Entretanto habíamos llegado a su puerta. Se nos acercó un joven brahmán, nos ofreció celebrar una puja. Animé a mis compañeros a compartir la experiencia. Nos descalzamos y le seguimos. Se detuvo delante de uno de los puestos donde vendían ofrendas.
−No se acerca uno a la deidad con las manos vacías –nos dijo y eligió un coco, unas flores y unas varillas de incienso.
−Cien rupias −anunció el vendedor.
Habíamos visto pagar diez rupias a la clienta anterior. Así que le ofrecimos veinte, pues es normal en Oriente que los extranjeros paguen bastante más que los locales. Tras el consiguiente regateo, se conformó con treinta. A base de empujones, nuestro guía se abrió paso entre la multitud y llegamos justo a un lado de la escalinata del altar principal cerrado por unas gruesas puertas de plata tras las cuales se suponía se hallaba la divinidad.
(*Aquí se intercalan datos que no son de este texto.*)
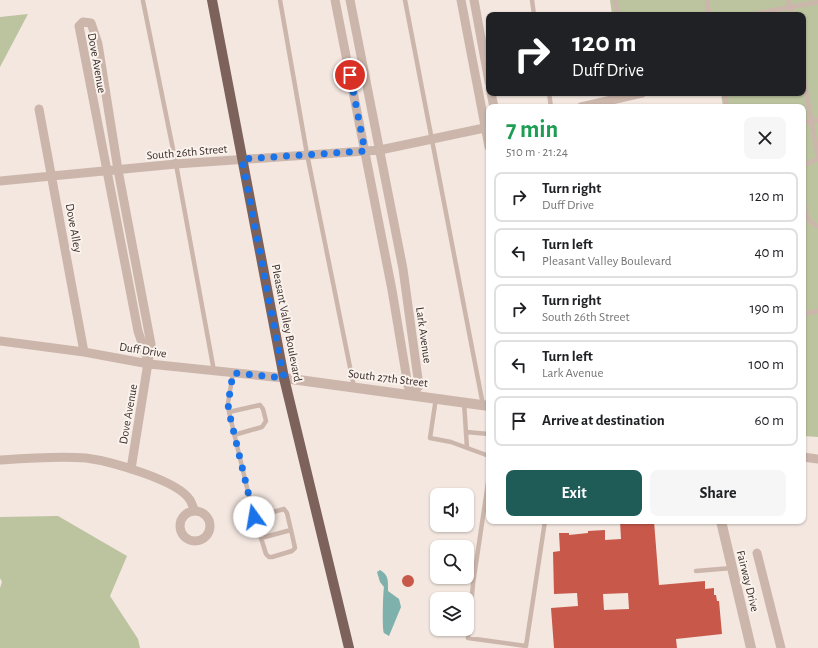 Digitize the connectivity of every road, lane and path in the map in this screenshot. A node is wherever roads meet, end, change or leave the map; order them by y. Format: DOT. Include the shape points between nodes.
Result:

Así nos lo indicó el brahmán al tiempo que nos preguntaba nuestros nombres para repetirlos a la diosa junto a unas invocaciones en sánscrito que, desde luego, no entendimos. Depositamos las flores en una bandeja que desbordaba de ramos similares, encendimos el incienso, el brahmán partió el coco en dos golpeándolo contra la verja de hierro y luego derramó la leche por encima de nuestras cabezas.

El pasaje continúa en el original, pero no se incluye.